5. En deuxième lieu, M. C... est marié avec une compatriote en situation irrégulière faisant l'objet d'un arrêté du 11 août 2021 portant refus de séjour, obligation de quitter le territoire français et interdiction de retour sur le territoire français. Le couple a eu un second enfant né en France le 1er novembre 2017. L'appelant, qui a fait l'objet de trois précédentes obligations de quitter le territoire français qu'il n'a pas exécutées, ne fait état d'aucune insertion particulière, hormis une activité professionnelle non déclarée dans le secteur du bâtiment. Dans les circonstances de l'espèce, alors que la cellule familiale peut se reconstituer dans le pays d'origine où l'appelant a vécu la majeure partie de sa vie et où il ne ressort pas des pièces du dossier que ses enfants ne puissent poursuivre leur scolarité, en prenant l'arrêté attaqué, la préfète de l'Oise n'a pas porté au droit de l'intéressé au respect de sa vie privée et familiale, une atteinte disproportionnée par rapport aux motifs de la décision portant obligation de quitter le territoire français, ni porté atteinte à l'intérêt supérieur de ses enfants. Ainsi, les moyens tirés de la méconnaissance des stipulations de l'article 8 de la convention européenne de sauvegarde des droits de l'homme et des libertés fondamentales et de celles de l'article 3-1 de la convention internationale des droits de l'enfant doivent être écartés.

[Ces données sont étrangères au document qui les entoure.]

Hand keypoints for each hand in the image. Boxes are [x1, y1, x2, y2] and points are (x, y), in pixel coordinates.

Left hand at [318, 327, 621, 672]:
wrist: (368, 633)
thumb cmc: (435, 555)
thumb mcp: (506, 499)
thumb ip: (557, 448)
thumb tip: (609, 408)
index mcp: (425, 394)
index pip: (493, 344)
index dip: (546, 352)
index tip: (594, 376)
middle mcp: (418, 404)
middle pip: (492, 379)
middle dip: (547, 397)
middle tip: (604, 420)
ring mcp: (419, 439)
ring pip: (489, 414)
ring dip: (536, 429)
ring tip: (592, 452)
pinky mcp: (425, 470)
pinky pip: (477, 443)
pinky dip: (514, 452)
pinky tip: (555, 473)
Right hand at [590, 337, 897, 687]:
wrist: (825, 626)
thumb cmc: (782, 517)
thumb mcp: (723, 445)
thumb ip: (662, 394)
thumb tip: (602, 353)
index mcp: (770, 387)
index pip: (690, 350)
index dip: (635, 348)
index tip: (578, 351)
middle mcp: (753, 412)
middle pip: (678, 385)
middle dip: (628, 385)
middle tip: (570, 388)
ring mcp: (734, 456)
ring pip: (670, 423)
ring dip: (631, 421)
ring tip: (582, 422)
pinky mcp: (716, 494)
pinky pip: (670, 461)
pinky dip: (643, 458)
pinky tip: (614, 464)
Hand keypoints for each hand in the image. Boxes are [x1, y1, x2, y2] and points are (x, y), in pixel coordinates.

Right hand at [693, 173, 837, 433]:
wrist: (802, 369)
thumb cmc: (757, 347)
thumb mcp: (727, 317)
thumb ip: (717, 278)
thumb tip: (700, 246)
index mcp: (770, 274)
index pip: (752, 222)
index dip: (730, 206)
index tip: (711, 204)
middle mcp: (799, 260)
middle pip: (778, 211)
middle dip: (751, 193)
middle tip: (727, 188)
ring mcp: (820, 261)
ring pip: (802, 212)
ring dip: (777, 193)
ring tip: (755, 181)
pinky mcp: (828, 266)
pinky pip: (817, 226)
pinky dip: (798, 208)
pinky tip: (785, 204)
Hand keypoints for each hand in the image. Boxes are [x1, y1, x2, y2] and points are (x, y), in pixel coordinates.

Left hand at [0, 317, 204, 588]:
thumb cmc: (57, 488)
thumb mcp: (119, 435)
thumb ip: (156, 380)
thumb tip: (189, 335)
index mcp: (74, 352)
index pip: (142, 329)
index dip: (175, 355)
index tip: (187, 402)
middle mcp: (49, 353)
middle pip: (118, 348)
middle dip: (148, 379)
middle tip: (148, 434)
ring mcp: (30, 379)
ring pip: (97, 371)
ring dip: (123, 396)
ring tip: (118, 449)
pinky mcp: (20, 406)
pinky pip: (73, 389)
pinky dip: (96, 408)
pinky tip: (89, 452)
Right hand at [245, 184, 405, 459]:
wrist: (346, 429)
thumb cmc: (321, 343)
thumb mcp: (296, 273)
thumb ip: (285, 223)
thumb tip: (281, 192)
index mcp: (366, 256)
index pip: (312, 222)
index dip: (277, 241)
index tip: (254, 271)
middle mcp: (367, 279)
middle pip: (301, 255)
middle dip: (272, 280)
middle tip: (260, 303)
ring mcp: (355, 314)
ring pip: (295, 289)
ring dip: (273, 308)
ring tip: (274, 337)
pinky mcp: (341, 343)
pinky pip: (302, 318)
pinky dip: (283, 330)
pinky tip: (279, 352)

6. En troisième lieu, pour motiver sa décision refusant l'octroi d'un délai de départ volontaire, la préfète de l'Oise a rappelé les dispositions applicables des articles L. 612-1 et L. 612-2 du code de l'entrée et du séjour des étrangers et du droit d'asile, a indiqué qu'il existe un risque que l'étranger se soustraie à l'obligation de quitter le territoire français dont il fait l'objet et a précisé que M. C... est entré irrégulièrement sur le territoire français, s'est soustrait à l'exécution de trois précédentes mesures d'éloignement, ne représente pas de garanties de représentation suffisantes, ne dispose pas de documents d'identité et de voyage en cours de validité et ne justifie pas d'un domicile personnel stable connu de l'administration. Ainsi, la décision refusant l'octroi d'un délai de départ volontaire, qui énonce avec suffisamment de précisions les circonstances de fait et de droit qui en constituent le fondement, est suffisamment motivée. Par suite, ce moyen doit être écarté.
7. En quatrième lieu, si M. C... soutient que son domicile est connu de l'administration, que ses enfants sont scolarisés et qu'il dispose de garanties de représentation suffisantes, il est constant qu'il s'est soustrait à l'exécution de trois précédentes mesures d'éloignement et que, pour ce seul motif, prévu par le 5° de l'article L. 612-3 du code précité, l'administration pouvait légalement considérer qu'il existe un risque qu'il se soustraie à la présente décision portant obligation de quitter le territoire français. Par suite, le moyen tiré de ce que le refus d'octroi d'un délai de départ volontaire est disproportionné doit être écarté.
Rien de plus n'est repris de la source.